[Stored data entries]

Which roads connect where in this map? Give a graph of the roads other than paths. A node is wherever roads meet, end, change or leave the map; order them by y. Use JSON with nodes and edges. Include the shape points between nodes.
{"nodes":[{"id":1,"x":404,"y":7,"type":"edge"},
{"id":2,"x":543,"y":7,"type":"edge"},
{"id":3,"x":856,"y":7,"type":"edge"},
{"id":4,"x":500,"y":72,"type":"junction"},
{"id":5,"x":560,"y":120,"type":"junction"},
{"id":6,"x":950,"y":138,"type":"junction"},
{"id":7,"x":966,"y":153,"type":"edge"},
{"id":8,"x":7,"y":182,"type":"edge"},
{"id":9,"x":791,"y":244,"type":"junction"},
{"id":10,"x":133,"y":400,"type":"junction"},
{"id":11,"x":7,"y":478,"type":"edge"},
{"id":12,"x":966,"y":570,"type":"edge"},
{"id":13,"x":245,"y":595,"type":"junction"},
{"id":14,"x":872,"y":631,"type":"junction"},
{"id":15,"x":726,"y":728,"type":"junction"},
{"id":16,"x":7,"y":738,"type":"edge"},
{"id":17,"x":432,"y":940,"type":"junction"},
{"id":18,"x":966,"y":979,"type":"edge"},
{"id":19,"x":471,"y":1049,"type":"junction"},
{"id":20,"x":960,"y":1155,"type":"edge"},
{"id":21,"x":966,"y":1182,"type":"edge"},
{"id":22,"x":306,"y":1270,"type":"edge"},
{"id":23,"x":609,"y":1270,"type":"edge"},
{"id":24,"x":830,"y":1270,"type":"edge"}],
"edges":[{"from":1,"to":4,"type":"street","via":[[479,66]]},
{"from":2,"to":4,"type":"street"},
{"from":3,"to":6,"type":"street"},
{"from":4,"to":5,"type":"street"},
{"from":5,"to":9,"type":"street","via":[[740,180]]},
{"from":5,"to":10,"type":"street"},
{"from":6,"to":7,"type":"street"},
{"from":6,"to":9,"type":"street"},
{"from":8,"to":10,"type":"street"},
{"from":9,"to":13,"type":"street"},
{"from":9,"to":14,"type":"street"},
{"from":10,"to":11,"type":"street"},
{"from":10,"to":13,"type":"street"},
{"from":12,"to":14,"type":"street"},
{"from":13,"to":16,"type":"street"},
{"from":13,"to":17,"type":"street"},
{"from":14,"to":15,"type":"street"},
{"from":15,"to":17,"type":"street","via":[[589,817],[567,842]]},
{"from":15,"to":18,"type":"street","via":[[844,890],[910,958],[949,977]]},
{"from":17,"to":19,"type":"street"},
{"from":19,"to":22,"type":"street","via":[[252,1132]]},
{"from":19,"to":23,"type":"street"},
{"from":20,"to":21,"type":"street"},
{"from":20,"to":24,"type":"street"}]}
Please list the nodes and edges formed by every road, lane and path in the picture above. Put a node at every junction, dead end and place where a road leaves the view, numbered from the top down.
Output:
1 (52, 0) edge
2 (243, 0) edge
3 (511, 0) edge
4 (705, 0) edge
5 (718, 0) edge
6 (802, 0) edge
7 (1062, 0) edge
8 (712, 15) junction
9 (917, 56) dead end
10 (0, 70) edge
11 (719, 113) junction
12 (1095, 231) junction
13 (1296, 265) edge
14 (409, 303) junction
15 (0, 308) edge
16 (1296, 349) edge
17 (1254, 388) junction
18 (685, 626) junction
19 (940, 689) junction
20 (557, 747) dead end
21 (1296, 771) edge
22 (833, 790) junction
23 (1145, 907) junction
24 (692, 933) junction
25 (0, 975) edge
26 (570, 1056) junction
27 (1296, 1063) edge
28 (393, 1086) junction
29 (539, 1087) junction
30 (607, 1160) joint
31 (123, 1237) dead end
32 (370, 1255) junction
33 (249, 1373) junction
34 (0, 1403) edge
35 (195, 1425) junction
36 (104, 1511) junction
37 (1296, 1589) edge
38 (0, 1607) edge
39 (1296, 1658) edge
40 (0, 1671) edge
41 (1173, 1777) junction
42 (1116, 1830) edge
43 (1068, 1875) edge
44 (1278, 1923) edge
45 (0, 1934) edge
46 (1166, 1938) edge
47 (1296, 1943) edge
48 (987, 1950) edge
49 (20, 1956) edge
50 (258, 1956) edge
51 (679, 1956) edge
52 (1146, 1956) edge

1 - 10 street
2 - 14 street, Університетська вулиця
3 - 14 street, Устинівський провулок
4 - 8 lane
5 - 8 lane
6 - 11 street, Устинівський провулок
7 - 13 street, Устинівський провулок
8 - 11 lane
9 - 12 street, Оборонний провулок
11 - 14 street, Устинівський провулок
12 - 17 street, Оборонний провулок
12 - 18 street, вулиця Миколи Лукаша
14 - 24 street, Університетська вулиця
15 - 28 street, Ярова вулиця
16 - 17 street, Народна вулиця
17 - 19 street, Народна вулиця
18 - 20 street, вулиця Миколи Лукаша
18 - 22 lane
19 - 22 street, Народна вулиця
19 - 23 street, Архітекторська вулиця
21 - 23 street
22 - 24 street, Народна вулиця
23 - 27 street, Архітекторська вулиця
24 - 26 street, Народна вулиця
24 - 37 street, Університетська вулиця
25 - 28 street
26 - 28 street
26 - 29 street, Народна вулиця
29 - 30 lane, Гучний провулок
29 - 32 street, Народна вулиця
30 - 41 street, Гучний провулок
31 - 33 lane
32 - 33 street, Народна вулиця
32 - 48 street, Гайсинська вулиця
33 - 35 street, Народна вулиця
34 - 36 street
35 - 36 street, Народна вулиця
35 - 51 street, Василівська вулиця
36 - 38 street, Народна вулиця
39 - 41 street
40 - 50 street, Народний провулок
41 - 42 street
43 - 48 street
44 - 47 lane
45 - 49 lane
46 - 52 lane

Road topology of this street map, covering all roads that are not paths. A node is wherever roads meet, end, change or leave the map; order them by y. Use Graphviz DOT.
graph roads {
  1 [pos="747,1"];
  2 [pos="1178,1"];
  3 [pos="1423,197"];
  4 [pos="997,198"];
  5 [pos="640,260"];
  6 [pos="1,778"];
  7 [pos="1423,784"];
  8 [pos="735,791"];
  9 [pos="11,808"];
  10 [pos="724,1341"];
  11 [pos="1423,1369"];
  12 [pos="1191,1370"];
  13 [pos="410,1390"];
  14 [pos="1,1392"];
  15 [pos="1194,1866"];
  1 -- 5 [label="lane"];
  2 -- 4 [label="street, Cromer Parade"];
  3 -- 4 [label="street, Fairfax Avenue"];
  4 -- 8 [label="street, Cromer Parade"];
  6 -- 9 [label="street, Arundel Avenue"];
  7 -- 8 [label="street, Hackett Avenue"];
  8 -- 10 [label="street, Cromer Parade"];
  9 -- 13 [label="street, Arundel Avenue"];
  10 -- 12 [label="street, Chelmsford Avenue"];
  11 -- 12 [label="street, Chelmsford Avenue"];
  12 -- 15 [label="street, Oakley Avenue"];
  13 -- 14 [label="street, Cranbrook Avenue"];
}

## [PROBLEM]
Precisely as given, transcribe all of the entries above.

## [ANSWER BELOW]
Which roads connect where in this map? Give a graph of the roads other than paths. A node is wherever roads meet, end, change or leave the map; order them by y. Use JSON with nodes and edges. Include the shape points between nodes.
{"nodes":[{"id":1,"x":404,"y":7,"type":"edge"},
{"id":2,"x":543,"y":7,"type":"edge"},
{"id":3,"x":856,"y":7,"type":"edge"},
{"id":4,"x":500,"y":72,"type":"junction"},
{"id":5,"x":560,"y":120,"type":"junction"},
{"id":6,"x":950,"y":138,"type":"junction"},
{"id":7,"x":966,"y":153,"type":"edge"},
{"id":8,"x":7,"y":182,"type":"edge"},
{"id":9,"x":791,"y":244,"type":"junction"},
{"id":10,"x":133,"y":400,"type":"junction"},
{"id":11,"x":7,"y":478,"type":"edge"},
{"id":12,"x":966,"y":570,"type":"edge"},
{"id":13,"x":245,"y":595,"type":"junction"},
{"id":14,"x":872,"y":631,"type":"junction"},
{"id":15,"x":726,"y":728,"type":"junction"},
{"id":16,"x":7,"y":738,"type":"edge"},
{"id":17,"x":432,"y":940,"type":"junction"},
{"id":18,"x":966,"y":979,"type":"edge"},
{"id":19,"x":471,"y":1049,"type":"junction"},
{"id":20,"x":960,"y":1155,"type":"edge"},
{"id":21,"x":966,"y":1182,"type":"edge"},
{"id":22,"x":306,"y":1270,"type":"edge"},
{"id":23,"x":609,"y":1270,"type":"edge"},
{"id":24,"x":830,"y":1270,"type":"edge"}],
"edges":[{"from":1,"to":4,"type":"street","via":[[479,66]]},
{"from":2,"to":4,"type":"street"},
{"from":3,"to":6,"type":"street"},
{"from":4,"to":5,"type":"street"},
{"from":5,"to":9,"type":"street","via":[[740,180]]},
{"from":5,"to":10,"type":"street"},
{"from":6,"to":7,"type":"street"},
{"from":6,"to":9,"type":"street"},
{"from":8,"to":10,"type":"street"},
{"from":9,"to":13,"type":"street"},
{"from":9,"to":14,"type":"street"},
{"from":10,"to":11,"type":"street"},
{"from":10,"to":13,"type":"street"},
{"from":12,"to":14,"type":"street"},
{"from":13,"to":16,"type":"street"},
{"from":13,"to":17,"type":"street"},
{"from":14,"to":15,"type":"street"},
{"from":15,"to":17,"type":"street","via":[[589,817],[567,842]]},
{"from":15,"to":18,"type":"street","via":[[844,890],[910,958],[949,977]]},
{"from":17,"to":19,"type":"street"},
{"from":19,"to":22,"type":"street","via":[[252,1132]]},
{"from":19,"to":23,"type":"street"},
{"from":20,"to":21,"type":"street"},
{"from":20,"to":24,"type":"street"}]}
Please list the nodes and edges formed by every road, lane and path in the picture above. Put a node at every junction, dead end and place where a road leaves the view, numbered from the top down.
Output:
1 (52, 0) edge
2 (243, 0) edge
3 (511, 0) edge
4 (705, 0) edge
5 (718, 0) edge
6 (802, 0) edge
7 (1062, 0) edge
8 (712, 15) junction
9 (917, 56) dead end
10 (0, 70) edge
11 (719, 113) junction
12 (1095, 231) junction
13 (1296, 265) edge
14 (409, 303) junction
15 (0, 308) edge
16 (1296, 349) edge
17 (1254, 388) junction
18 (685, 626) junction
19 (940, 689) junction
20 (557, 747) dead end
21 (1296, 771) edge
22 (833, 790) junction
23 (1145, 907) junction
24 (692, 933) junction
25 (0, 975) edge
26 (570, 1056) junction
27 (1296, 1063) edge
28 (393, 1086) junction
29 (539, 1087) junction
30 (607, 1160) joint
31 (123, 1237) dead end
32 (370, 1255) junction
33 (249, 1373) junction
34 (0, 1403) edge
35 (195, 1425) junction
36 (104, 1511) junction
37 (1296, 1589) edge
38 (0, 1607) edge
39 (1296, 1658) edge
40 (0, 1671) edge
41 (1173, 1777) junction
42 (1116, 1830) edge
43 (1068, 1875) edge
44 (1278, 1923) edge
45 (0, 1934) edge
46 (1166, 1938) edge
47 (1296, 1943) edge
48 (987, 1950) edge
49 (20, 1956) edge
50 (258, 1956) edge
51 (679, 1956) edge
52 (1146, 1956) edge

1 - 10 street
2 - 14 street, Університетська вулиця
3 - 14 street, Устинівський провулок
4 - 8 lane
5 - 8 lane
6 - 11 street, Устинівський провулок
7 - 13 street, Устинівський провулок
8 - 11 lane
9 - 12 street, Оборонний провулок
11 - 14 street, Устинівський провулок
12 - 17 street, Оборонний провулок
12 - 18 street, вулиця Миколи Лукаша
14 - 24 street, Університетська вулиця
15 - 28 street, Ярова вулиця
16 - 17 street, Народна вулиця
17 - 19 street, Народна вулиця
18 - 20 street, вулиця Миколи Лукаша
18 - 22 lane
19 - 22 street, Народна вулиця
19 - 23 street, Архітекторська вулиця
21 - 23 street
22 - 24 street, Народна вулиця
23 - 27 street, Архітекторська вулиця
24 - 26 street, Народна вулиця
24 - 37 street, Університетська вулиця
25 - 28 street
26 - 28 street
26 - 29 street, Народна вулиця
29 - 30 lane, Гучний провулок
29 - 32 street, Народна вулиця
30 - 41 street, Гучний провулок
31 - 33 lane
32 - 33 street, Народна вулиця
32 - 48 street, Гайсинська вулиця
33 - 35 street, Народна вулиця
34 - 36 street
35 - 36 street, Народна вулиця
35 - 51 street, Василівська вулиця
36 - 38 street, Народна вулиця
39 - 41 street
40 - 50 street, Народний провулок
41 - 42 street
43 - 48 street
44 - 47 lane
45 - 49 lane
46 - 52 lane

Road topology of this street map, covering all roads that are not paths. A node is wherever roads meet, end, change or leave the map; order them by y. Use Graphviz DOT.
graph roads {
  1 [pos="747,1"];
  2 [pos="1178,1"];
  3 [pos="1423,197"];
  4 [pos="997,198"];
  5 [pos="640,260"];
  6 [pos="1,778"];
  7 [pos="1423,784"];
  8 [pos="735,791"];
  9 [pos="11,808"];
  10 [pos="724,1341"];
  11 [pos="1423,1369"];
  12 [pos="1191,1370"];
  13 [pos="410,1390"];
  14 [pos="1,1392"];
  15 [pos="1194,1866"];
  1 -- 5 [label="lane"];
  2 -- 4 [label="street, Cromer Parade"];
  3 -- 4 [label="street, Fairfax Avenue"];
  4 -- 8 [label="street, Cromer Parade"];
  6 -- 9 [label="street, Arundel Avenue"];
  7 -- 8 [label="street, Hackett Avenue"];
  8 -- 10 [label="street, Cromer Parade"];
  9 -- 13 [label="street, Arundel Avenue"];
  10 -- 12 [label="street, Chelmsford Avenue"];
  11 -- 12 [label="street, Chelmsford Avenue"];
  12 -- 15 [label="street, Oakley Avenue"];
  13 -- 14 [label="street, Cranbrook Avenue"];
}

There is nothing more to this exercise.